### Task prompt
Without the pictures, write out every entry that follows exactly.
[Records for processing]
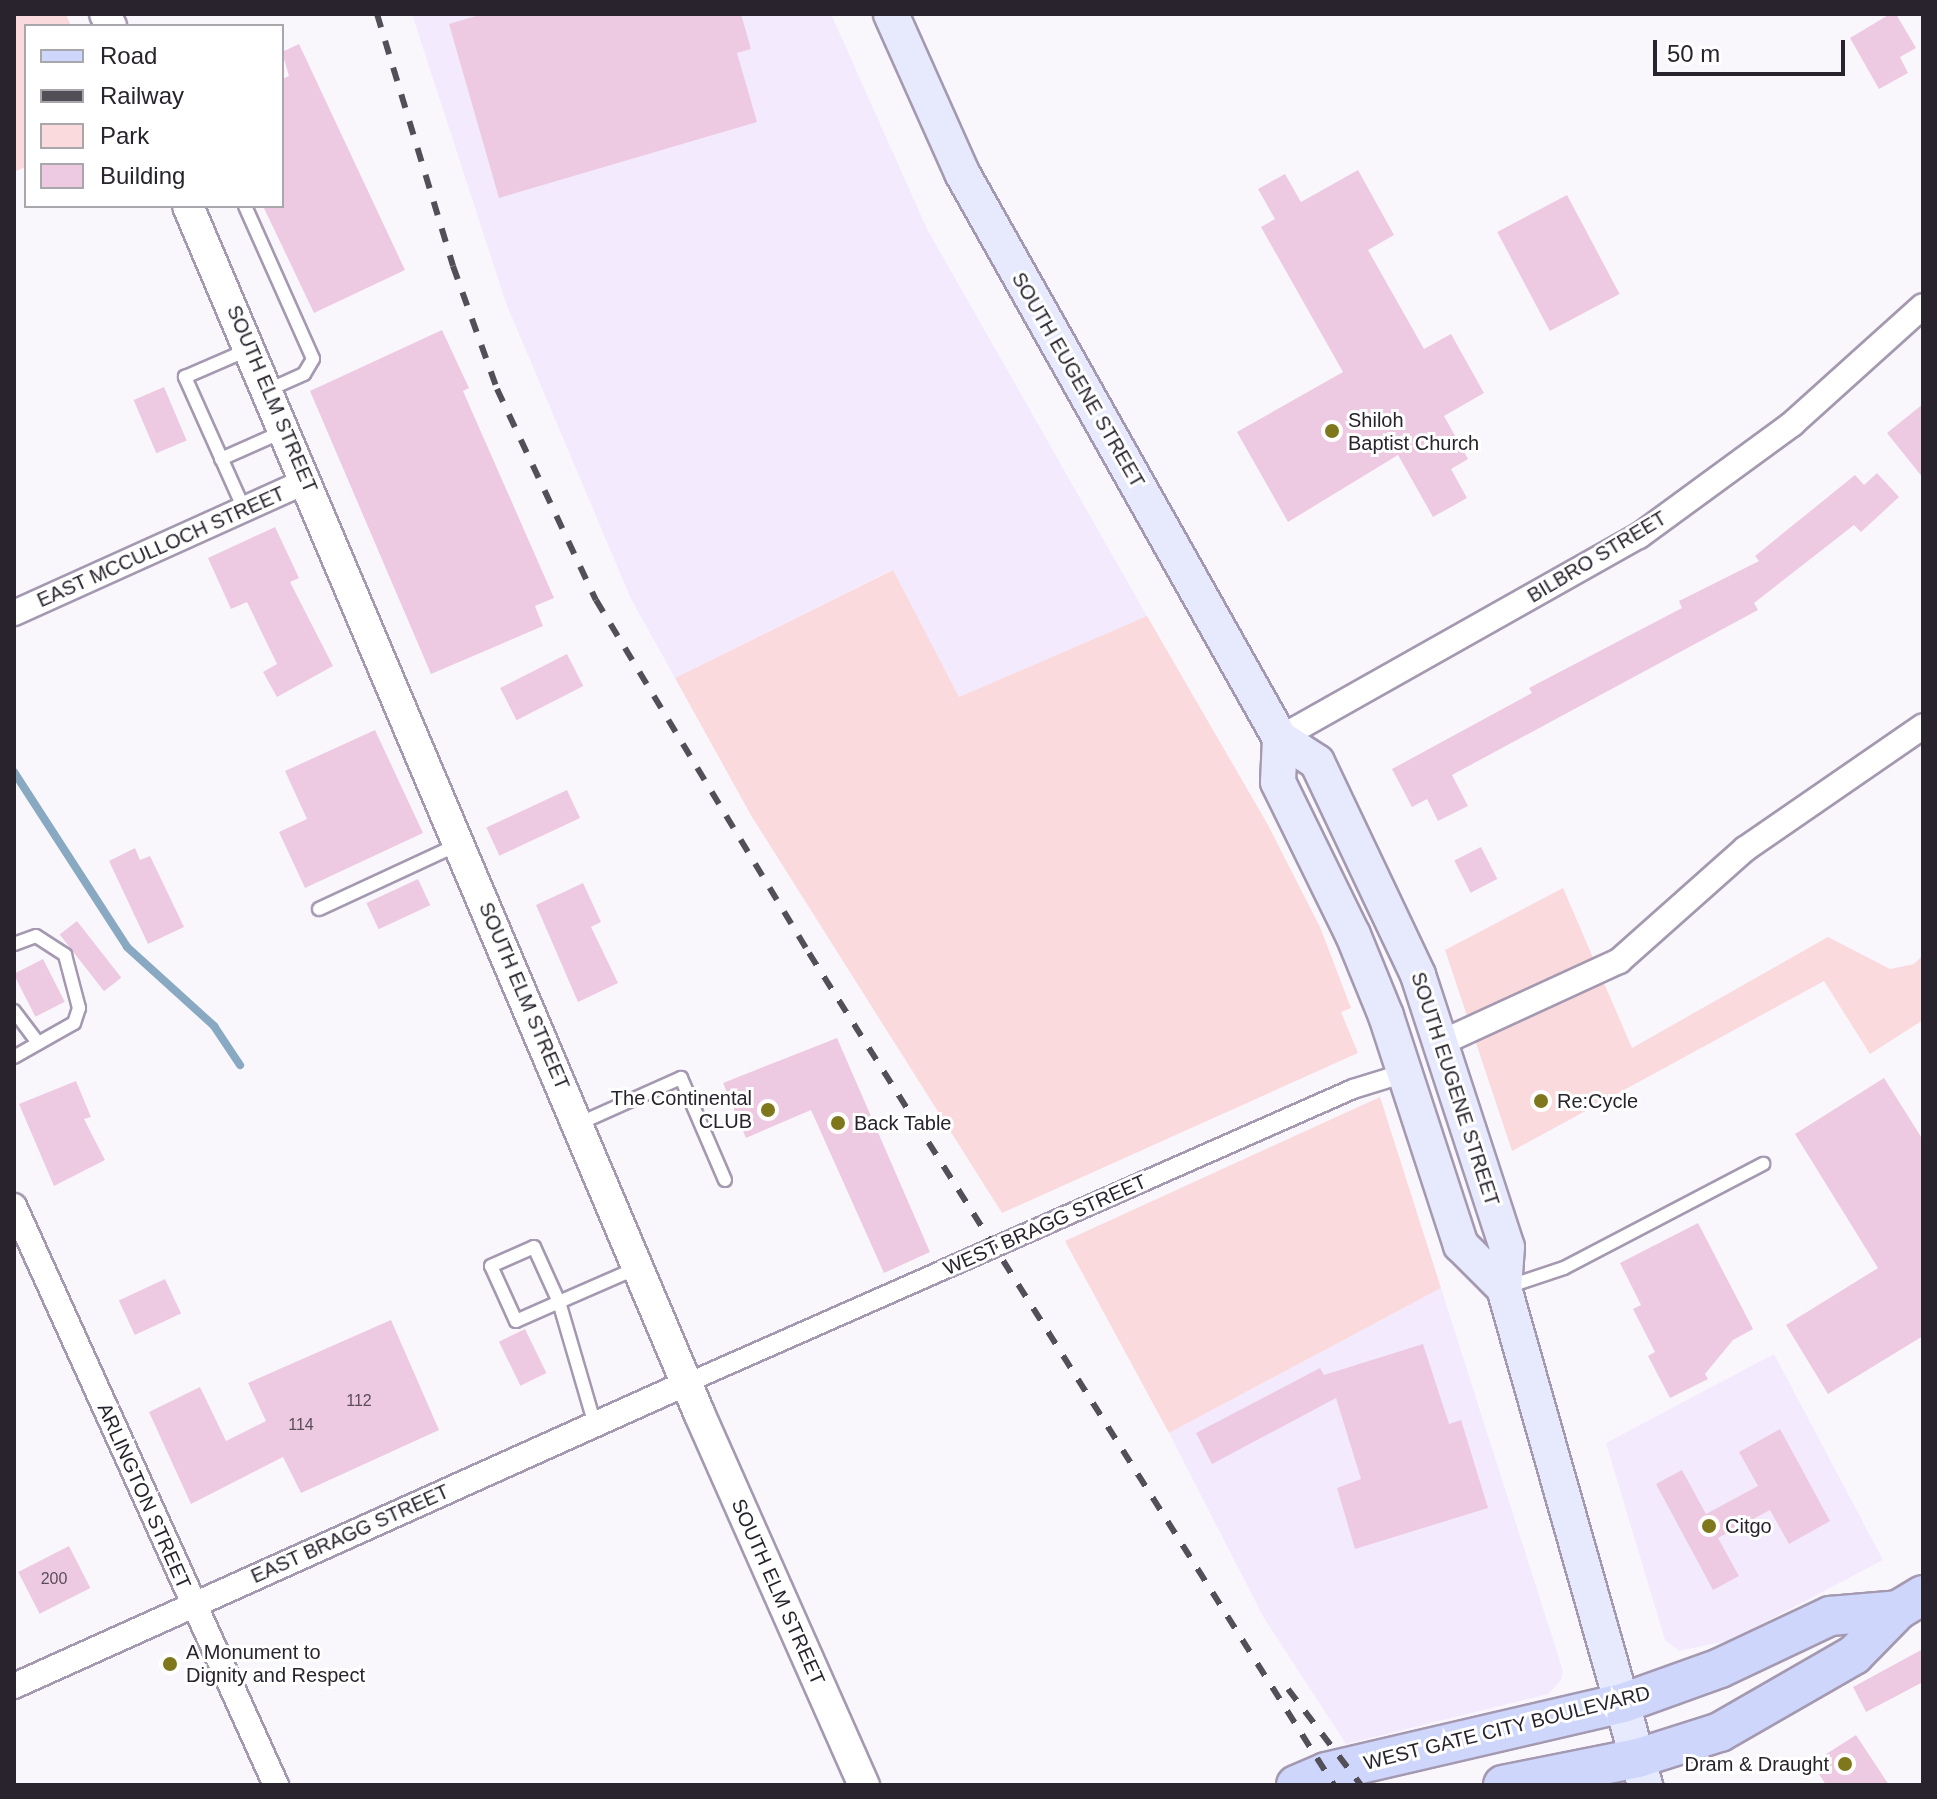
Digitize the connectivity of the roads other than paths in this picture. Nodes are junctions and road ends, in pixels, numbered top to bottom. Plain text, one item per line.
1 (891, 14) edge
2 (189, 208) edge
3 (246, 208) edge
4 (1923, 306) edge
5 (250, 349) junction
6 (268, 390) junction
7 (285, 430) junction
8 (221, 459) junction
9 (307, 481) junction
10 (244, 509) junction
11 (14, 613) edge
12 (1923, 726) edge
13 (1280, 738) junction
14 (460, 843) junction
15 (319, 909) dead end
16 (14, 944) edge
17 (14, 1011) edge
18 (1443, 1042) junction
19 (38, 1043) junction
20 (14, 1057) edge
21 (1405, 1073) junction
22 (578, 1124) junction
23 (1763, 1164) dead end
24 (725, 1180) dead end
25 (14, 1206) edge
26 (638, 1268) junction
27 (1504, 1288) junction
28 (559, 1302) junction
29 (687, 1383) junction
30 (595, 1425) junction
31 (1910, 1602) edge
32 (193, 1604) junction
33 (14, 1686) edge
34 (1623, 1703) junction
35 (1642, 1772) edge
36 (276, 1785) edge
37 (864, 1785) edge
38 (1296, 1785) edge
39 (1503, 1785) edge

1 - 13 main road, SOUTH EUGENE STREET
2 - 5 street, SOUTH ELM STREET
3 - 6 lane
4 - 13 street, BILBRO STREET
5 - 6 street, SOUTH ELM STREET
5 - 8 lane
6 - 7 street, SOUTH ELM STREET
7 - 8 lane
7 - 9 street, SOUTH ELM STREET
8 - 10 lane
9 - 10 street, EAST MCCULLOCH STREET
9 - 14 street, SOUTH ELM STREET
10 - 11 street, EAST MCCULLOCH STREET
12 - 18 street
13 - 18 main road, SOUTH EUGENE STREET
13 - 21 main road, SOUTH EUGENE STREET
14 - 15 lane
14 - 22 street, SOUTH ELM STREET
16 - 19 lane
17 - 19 lane
18 - 27 main road, SOUTH EUGENE STREET
19 - 20 lane
21 - 27 main road, SOUTH EUGENE STREET
21 - 29 street, WEST BRAGG STREET
22 - 24 lane
22 - 26 street, SOUTH ELM STREET
23 - 27 lane
25 - 32 street, ARLINGTON STREET
26 - 28 lane
26 - 29 street, SOUTH ELM STREET
27 - 34 main road, SOUTH EUGENE STREET
28 - 28 lane
28 - 30 lane
29 - 30 street, EAST BRAGG STREET
29 - 37 street, SOUTH ELM STREET
30 - 32 street, EAST BRAGG STREET
31 - 34 main road, WEST GATE CITY BOULEVARD
31 - 35 main road, WEST GATE CITY BOULEVARD
32 - 33 street, EAST BRAGG STREET
32 - 36 street, ARLINGTON STREET
34 - 35 main road, SOUTH EUGENE STREET
34 - 38 main road, WEST GATE CITY BOULEVARD
35 - 39 main road, WEST GATE CITY BOULEVARD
[/Records for processing]
### Answer below
Digitize the connectivity of the roads other than paths in this picture. Nodes are junctions and road ends, in pixels, numbered top to bottom. Plain text, one item per line.
1 (891, 14) edge
2 (189, 208) edge
3 (246, 208) edge
4 (1923, 306) edge
5 (250, 349) junction
6 (268, 390) junction
7 (285, 430) junction
8 (221, 459) junction
9 (307, 481) junction
10 (244, 509) junction
11 (14, 613) edge
12 (1923, 726) edge
13 (1280, 738) junction
14 (460, 843) junction
15 (319, 909) dead end
16 (14, 944) edge
17 (14, 1011) edge
18 (1443, 1042) junction
19 (38, 1043) junction
20 (14, 1057) edge
21 (1405, 1073) junction
22 (578, 1124) junction
23 (1763, 1164) dead end
24 (725, 1180) dead end
25 (14, 1206) edge
26 (638, 1268) junction
27 (1504, 1288) junction
28 (559, 1302) junction
29 (687, 1383) junction
30 (595, 1425) junction
31 (1910, 1602) edge
32 (193, 1604) junction
33 (14, 1686) edge
34 (1623, 1703) junction
35 (1642, 1772) edge
36 (276, 1785) edge
37 (864, 1785) edge
38 (1296, 1785) edge
39 (1503, 1785) edge

1 - 13 main road, SOUTH EUGENE STREET
2 - 5 street, SOUTH ELM STREET
3 - 6 lane
4 - 13 street, BILBRO STREET
5 - 6 street, SOUTH ELM STREET
5 - 8 lane
6 - 7 street, SOUTH ELM STREET
7 - 8 lane
7 - 9 street, SOUTH ELM STREET
8 - 10 lane
9 - 10 street, EAST MCCULLOCH STREET
9 - 14 street, SOUTH ELM STREET
10 - 11 street, EAST MCCULLOCH STREET
12 - 18 street
13 - 18 main road, SOUTH EUGENE STREET
13 - 21 main road, SOUTH EUGENE STREET
14 - 15 lane
14 - 22 street, SOUTH ELM STREET
16 - 19 lane
17 - 19 lane
18 - 27 main road, SOUTH EUGENE STREET
19 - 20 lane
21 - 27 main road, SOUTH EUGENE STREET
21 - 29 street, WEST BRAGG STREET
22 - 24 lane
22 - 26 street, SOUTH ELM STREET
23 - 27 lane
25 - 32 street, ARLINGTON STREET
26 - 28 lane
26 - 29 street, SOUTH ELM STREET
27 - 34 main road, SOUTH EUGENE STREET
28 - 28 lane
28 - 30 lane
29 - 30 street, EAST BRAGG STREET
29 - 37 street, SOUTH ELM STREET
30 - 32 street, EAST BRAGG STREET
31 - 34 main road, WEST GATE CITY BOULEVARD
31 - 35 main road, WEST GATE CITY BOULEVARD
32 - 33 street, EAST BRAGG STREET
32 - 36 street, ARLINGTON STREET
34 - 35 main road, SOUTH EUGENE STREET
34 - 38 main road, WEST GATE CITY BOULEVARD
35 - 39 main road, WEST GATE CITY BOULEVARD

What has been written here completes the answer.